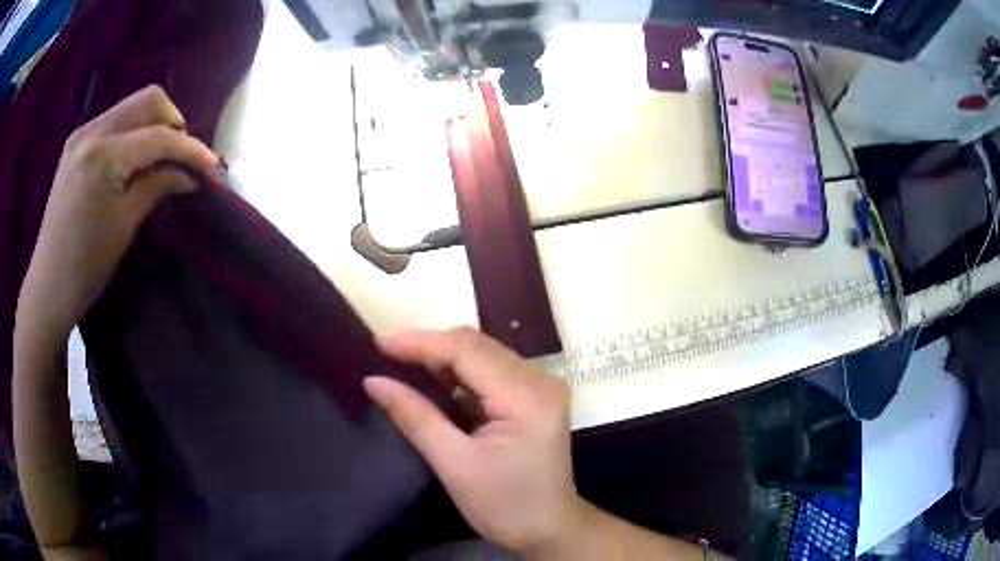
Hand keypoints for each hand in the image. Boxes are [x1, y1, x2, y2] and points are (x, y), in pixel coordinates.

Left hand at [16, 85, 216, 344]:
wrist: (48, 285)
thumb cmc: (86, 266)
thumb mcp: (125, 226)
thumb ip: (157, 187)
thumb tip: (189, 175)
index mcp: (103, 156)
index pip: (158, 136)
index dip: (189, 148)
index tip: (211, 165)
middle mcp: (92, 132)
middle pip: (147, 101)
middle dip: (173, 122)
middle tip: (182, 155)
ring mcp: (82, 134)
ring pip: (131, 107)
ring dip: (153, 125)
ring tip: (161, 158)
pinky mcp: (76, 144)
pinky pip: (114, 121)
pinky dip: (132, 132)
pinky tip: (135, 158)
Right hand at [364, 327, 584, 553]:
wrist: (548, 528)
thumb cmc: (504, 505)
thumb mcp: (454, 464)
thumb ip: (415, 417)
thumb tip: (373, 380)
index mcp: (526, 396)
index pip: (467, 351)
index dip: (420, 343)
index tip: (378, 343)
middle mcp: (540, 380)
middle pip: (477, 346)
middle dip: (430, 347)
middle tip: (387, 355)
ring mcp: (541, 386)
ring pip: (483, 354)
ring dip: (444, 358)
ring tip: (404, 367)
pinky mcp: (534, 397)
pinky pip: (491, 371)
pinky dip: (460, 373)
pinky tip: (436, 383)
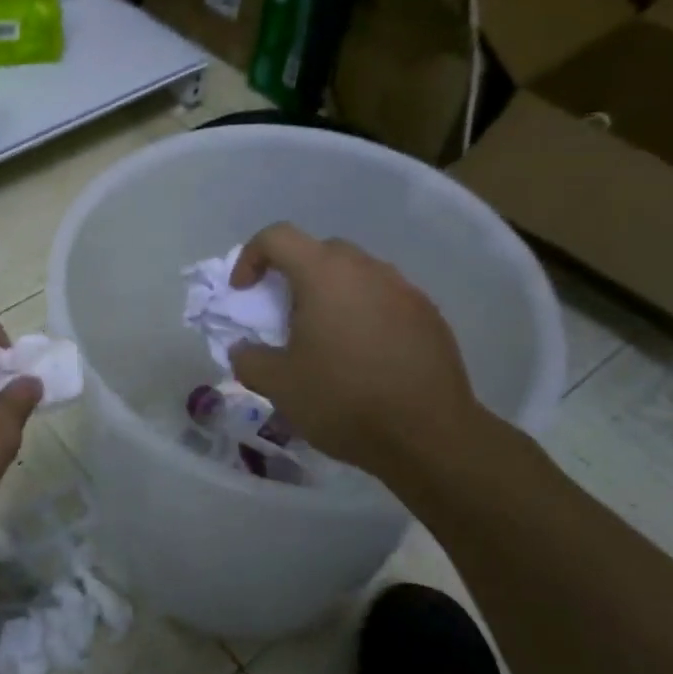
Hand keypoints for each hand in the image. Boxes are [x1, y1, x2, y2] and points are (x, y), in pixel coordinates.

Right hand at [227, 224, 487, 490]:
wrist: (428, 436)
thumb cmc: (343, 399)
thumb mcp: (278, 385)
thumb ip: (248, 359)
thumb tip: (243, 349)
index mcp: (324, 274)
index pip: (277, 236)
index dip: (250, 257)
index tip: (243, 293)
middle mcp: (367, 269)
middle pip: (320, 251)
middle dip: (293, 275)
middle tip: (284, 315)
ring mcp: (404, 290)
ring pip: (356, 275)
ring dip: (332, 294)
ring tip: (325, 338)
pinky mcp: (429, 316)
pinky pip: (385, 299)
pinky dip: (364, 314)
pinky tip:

— What to produce —
Word for word, restate the lines running from the one containing "index pip: (277, 236)" through the final line of the records above, and nothing besides.

— Reply to the task —
index pip: (277, 236)
index dip: (250, 257)
index tip: (243, 293)
middle mcp: (367, 269)
middle pip: (320, 251)
middle dip: (293, 275)
middle tip: (284, 315)
ring mcp: (404, 290)
ring pip: (356, 275)
ring dip: (332, 294)
ring tip: (325, 338)
pinky mcp: (429, 316)
pinky pip: (385, 299)
pinky dip: (364, 314)
pinky tip:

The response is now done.